En la infancia quisimos a nuestros robots, inseparables aliados: R2-D2 y C-3PO, Twiki en Buck Rogers, Número Cinco en Cortociruito o Robby en Planeta Prohibido. La posibilidad de una revuelta ha estado presente, sin embargo, desde su propia concepción. En Rossum's Universal Robots, las criaturas ideadas por Karel Capek, obreros mecánicos a los que se insuflaba alma -robota significa siervo en checo-, acababan alzándose contra sus propietarios. Isaac Asimov ya nos había hablado del "complejo de Frankenstein": el miedo a que las hechuras se rebelen contra sus creadores, igual que el hombre se ha rebelado contra Dios.

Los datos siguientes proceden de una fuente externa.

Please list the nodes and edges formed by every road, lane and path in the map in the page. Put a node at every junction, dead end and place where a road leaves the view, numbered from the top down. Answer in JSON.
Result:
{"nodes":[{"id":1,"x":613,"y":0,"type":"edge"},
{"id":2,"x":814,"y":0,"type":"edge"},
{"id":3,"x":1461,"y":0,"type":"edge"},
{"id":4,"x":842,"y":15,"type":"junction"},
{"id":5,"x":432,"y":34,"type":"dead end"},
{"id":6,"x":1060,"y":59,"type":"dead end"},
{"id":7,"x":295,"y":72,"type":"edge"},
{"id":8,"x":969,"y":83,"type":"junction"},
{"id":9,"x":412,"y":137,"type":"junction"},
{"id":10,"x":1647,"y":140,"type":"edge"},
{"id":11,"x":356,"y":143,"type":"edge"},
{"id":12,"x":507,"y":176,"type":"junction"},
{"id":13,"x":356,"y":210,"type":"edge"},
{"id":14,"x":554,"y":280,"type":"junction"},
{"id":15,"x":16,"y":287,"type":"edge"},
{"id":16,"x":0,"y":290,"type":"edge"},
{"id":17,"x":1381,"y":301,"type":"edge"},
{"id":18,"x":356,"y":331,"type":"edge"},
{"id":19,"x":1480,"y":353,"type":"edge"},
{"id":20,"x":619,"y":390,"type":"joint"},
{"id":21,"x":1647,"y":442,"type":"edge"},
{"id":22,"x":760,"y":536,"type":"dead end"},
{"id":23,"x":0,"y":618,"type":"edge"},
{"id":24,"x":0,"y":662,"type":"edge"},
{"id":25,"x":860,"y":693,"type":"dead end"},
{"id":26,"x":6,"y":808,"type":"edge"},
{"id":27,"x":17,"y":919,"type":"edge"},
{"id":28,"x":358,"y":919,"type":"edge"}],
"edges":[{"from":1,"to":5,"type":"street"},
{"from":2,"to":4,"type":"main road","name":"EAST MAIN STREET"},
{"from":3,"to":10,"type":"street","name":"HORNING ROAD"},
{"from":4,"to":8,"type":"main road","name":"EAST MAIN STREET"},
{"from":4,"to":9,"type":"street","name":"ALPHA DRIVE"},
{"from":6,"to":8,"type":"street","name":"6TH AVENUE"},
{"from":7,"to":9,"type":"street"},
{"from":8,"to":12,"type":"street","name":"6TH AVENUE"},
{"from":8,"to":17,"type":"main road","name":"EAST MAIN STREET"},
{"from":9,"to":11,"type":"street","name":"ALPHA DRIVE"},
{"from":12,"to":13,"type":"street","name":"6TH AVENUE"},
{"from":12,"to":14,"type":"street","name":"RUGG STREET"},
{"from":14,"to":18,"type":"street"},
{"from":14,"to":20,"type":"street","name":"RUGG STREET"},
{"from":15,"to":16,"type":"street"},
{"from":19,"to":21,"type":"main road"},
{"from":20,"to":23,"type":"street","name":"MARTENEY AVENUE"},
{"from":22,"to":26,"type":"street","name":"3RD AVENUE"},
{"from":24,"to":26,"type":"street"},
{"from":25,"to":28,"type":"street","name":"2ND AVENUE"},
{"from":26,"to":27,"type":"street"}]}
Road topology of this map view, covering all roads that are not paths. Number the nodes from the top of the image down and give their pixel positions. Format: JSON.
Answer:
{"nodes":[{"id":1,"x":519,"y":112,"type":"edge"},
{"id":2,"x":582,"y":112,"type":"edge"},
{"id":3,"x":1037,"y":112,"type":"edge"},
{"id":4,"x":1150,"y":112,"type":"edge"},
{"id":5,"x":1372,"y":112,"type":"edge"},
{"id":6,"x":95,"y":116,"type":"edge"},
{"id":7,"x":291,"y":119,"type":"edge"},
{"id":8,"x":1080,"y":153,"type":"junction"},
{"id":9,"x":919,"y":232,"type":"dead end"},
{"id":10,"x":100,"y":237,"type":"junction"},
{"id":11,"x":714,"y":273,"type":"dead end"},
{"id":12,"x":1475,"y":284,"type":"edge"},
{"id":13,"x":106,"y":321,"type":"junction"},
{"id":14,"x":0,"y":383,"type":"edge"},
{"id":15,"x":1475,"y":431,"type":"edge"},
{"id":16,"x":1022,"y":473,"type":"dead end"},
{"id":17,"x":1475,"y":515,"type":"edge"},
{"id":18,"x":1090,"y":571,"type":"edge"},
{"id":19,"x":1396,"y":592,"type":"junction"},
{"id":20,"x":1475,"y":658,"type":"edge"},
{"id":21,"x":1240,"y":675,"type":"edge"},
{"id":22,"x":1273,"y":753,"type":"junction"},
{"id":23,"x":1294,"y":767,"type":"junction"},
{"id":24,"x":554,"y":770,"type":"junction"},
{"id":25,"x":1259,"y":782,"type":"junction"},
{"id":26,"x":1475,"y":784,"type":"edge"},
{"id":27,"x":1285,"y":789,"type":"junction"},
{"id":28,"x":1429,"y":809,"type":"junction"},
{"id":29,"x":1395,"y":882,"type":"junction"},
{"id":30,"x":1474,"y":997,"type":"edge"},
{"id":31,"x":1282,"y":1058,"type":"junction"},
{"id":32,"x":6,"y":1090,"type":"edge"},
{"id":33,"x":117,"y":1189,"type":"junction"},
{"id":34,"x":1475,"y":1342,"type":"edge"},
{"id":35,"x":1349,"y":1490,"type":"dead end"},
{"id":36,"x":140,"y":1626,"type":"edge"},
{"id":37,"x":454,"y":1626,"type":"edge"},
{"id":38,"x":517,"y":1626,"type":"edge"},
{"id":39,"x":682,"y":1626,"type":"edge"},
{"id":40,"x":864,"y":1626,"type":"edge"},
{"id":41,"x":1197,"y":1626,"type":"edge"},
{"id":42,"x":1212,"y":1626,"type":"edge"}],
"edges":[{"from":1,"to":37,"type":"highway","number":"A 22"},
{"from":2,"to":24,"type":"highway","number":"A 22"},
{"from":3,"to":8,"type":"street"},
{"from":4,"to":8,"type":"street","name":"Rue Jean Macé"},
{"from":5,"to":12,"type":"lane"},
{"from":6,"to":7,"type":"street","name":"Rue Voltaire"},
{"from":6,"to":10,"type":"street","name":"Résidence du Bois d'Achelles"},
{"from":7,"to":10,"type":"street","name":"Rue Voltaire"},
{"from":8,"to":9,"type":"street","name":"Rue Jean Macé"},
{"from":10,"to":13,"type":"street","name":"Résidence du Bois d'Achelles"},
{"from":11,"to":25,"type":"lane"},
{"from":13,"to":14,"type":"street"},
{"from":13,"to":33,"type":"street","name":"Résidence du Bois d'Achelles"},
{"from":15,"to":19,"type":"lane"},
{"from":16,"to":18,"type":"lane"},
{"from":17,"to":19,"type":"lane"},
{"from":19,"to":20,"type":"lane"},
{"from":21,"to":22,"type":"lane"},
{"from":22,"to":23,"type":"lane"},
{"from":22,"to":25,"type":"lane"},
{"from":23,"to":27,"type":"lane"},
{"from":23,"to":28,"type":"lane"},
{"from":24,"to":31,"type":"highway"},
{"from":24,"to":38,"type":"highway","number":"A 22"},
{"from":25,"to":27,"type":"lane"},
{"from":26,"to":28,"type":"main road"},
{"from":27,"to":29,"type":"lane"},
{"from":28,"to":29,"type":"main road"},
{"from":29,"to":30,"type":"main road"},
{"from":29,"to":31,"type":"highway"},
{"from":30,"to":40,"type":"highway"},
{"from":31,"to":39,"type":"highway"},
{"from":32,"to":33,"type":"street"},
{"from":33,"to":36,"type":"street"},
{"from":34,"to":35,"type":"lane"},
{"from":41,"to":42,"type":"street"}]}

"Tengo miedo ¿Soñaré?", preguntaba HAL 9000 a Bowman en 2001:Una odisea del Espacio, notándose morir. La adquisición de consciencia, en los relatos, conduce inevitablemente al conflicto. Pero HAL era, en su apariencia, apenas una lente roja y una fría voz. Suficientemente diferente para considerarlo ajeno, una anomalía. La necesidad de empatía nos ha conducido a antropomorfizar a los robots. En esa búsqueda hemos cruzado otra frontera. Masashiro Mori lo llama "el valle inquietante": nos desasosiegan aquellos objetos que parecen demasiado humanos, igual que a Dios le acabó repugnando ese hombre que había modelado a su imagen y semejanza.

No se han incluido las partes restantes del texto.